This week, while we witnessed the first oil hit the Breton Island National Wildlife Refuge from the devastating Gulf of Mexico oil spill, we also witnessed glimmers of hope for our public lands. In five short days, five milestones for wilderness protection were achieved.
In Nevada, Colorado and California, four proposals for wilderness designation leapt over important preliminary hurdles. And in South Dakota, a proposal to create the first National Forest Grassland in the country climbed all the way to the Senate.
In Idaho, Senators Mike Crapo and Jim Risch and Representatives Mike Simpson and Walt Minnick introduced a new version of the Boulder-White Clouds legislation in the Senate and House, respectively. The legislation would designate 330,000 acres of wilderness in three separate Idaho wilderness areas: White Cloud Wilderness, Hemingway-Boulders Wilderness, and Jerry Peak Wilderness.
The Central Idaho Economic Development and Recreation Act, which had been introduced in the House in 2005, was finally introduced in the Senate for the first time. This new measure contains a number of significant improvements won over time by local and national partnerships, such as the addition of 32,000 more wilderness acres.
In Nevada, the Clark County Commission passed a resolution endorsing Gold Butte Wilderness and National Conservation Area. Gold Butte is characterized by dramatic sandstone formations and red rock cliffs, and thousands of Native American petroglyphs and prehistoric sites. The stakes for Gold Butte could not have been higher: Recently, irresponsible off-roading recreation has caused environmental damage and vandalism, bullet holes and graffiti of cultural sites and Native American rock art have been reported. Now, after this key step toward permanently protecting this area, it is time for the Nevada congressional delegation to act, and consider legislation to permanently protect Gold Butte as Wilderness.
In Colorado, Eagle County sent a letter endorsing nearly all of the areas in the conservation proposal for Hidden Gems. With the County's endorsement, Hidden Gems advocates are one step closer to designating a total of 380,000 acres of wilderness. The region is unique for its protection of lands that provide a home for elk, the Canada Lynx, black bears and mountain lions. These areas will also provide for greater habitat connectivity and ensure Colorado's watersheds and backcountry landscape is protected for future generations.

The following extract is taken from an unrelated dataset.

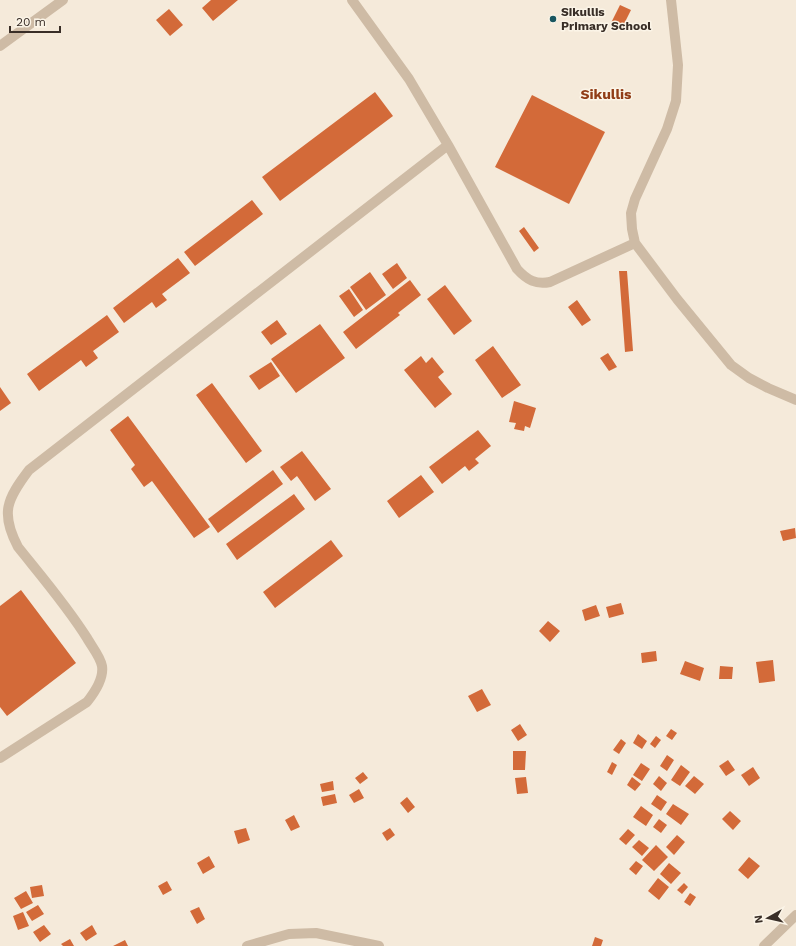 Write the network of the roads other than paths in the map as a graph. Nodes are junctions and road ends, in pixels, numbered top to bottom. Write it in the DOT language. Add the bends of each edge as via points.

Also in Colorado, legislation was introduced this week by Senator Michael Bennet and Congressman John Salazar to create the Chimney Rock National Monument in southwest Colorado. The legislation will designate the 4,726 acre area as a National Monument and protect the region which contains watershed, scenic, archeological and cultural resources.
In California, the City of Winters endorsed the Berryessa-Snow Mountain National Conservation Area proposal. Located less than 100 miles from the Bay Area and Sacramento, the area is a dazzling outdoor wonderland, rich in natural features and recreational opportunities, such as hiking, riding, kayaking, hunting, fishing and bird watching. We are hopeful legislation to permanently protect this special area will be introduced in the coming months.
And finally, in South Dakota, Senator Tim Johnson introduced legislation to protect 48,000 acres on the Buffalo Gap National Grassland that would be the first National Forest Grassland wilderness in the country. Local groups, such as the South Dakota Wild Grassland Coalition, look forward to seeing the Buffalo Gap National Grassland wilderness bill introduced.
This week was monumental for the areas listed above. As Breton Island, the second oldest National Wildlife Refuge in the U.S., suffers potentially devastating impacts from the Gulf oil spill, we are reminded of the fragility of the places we work to protect.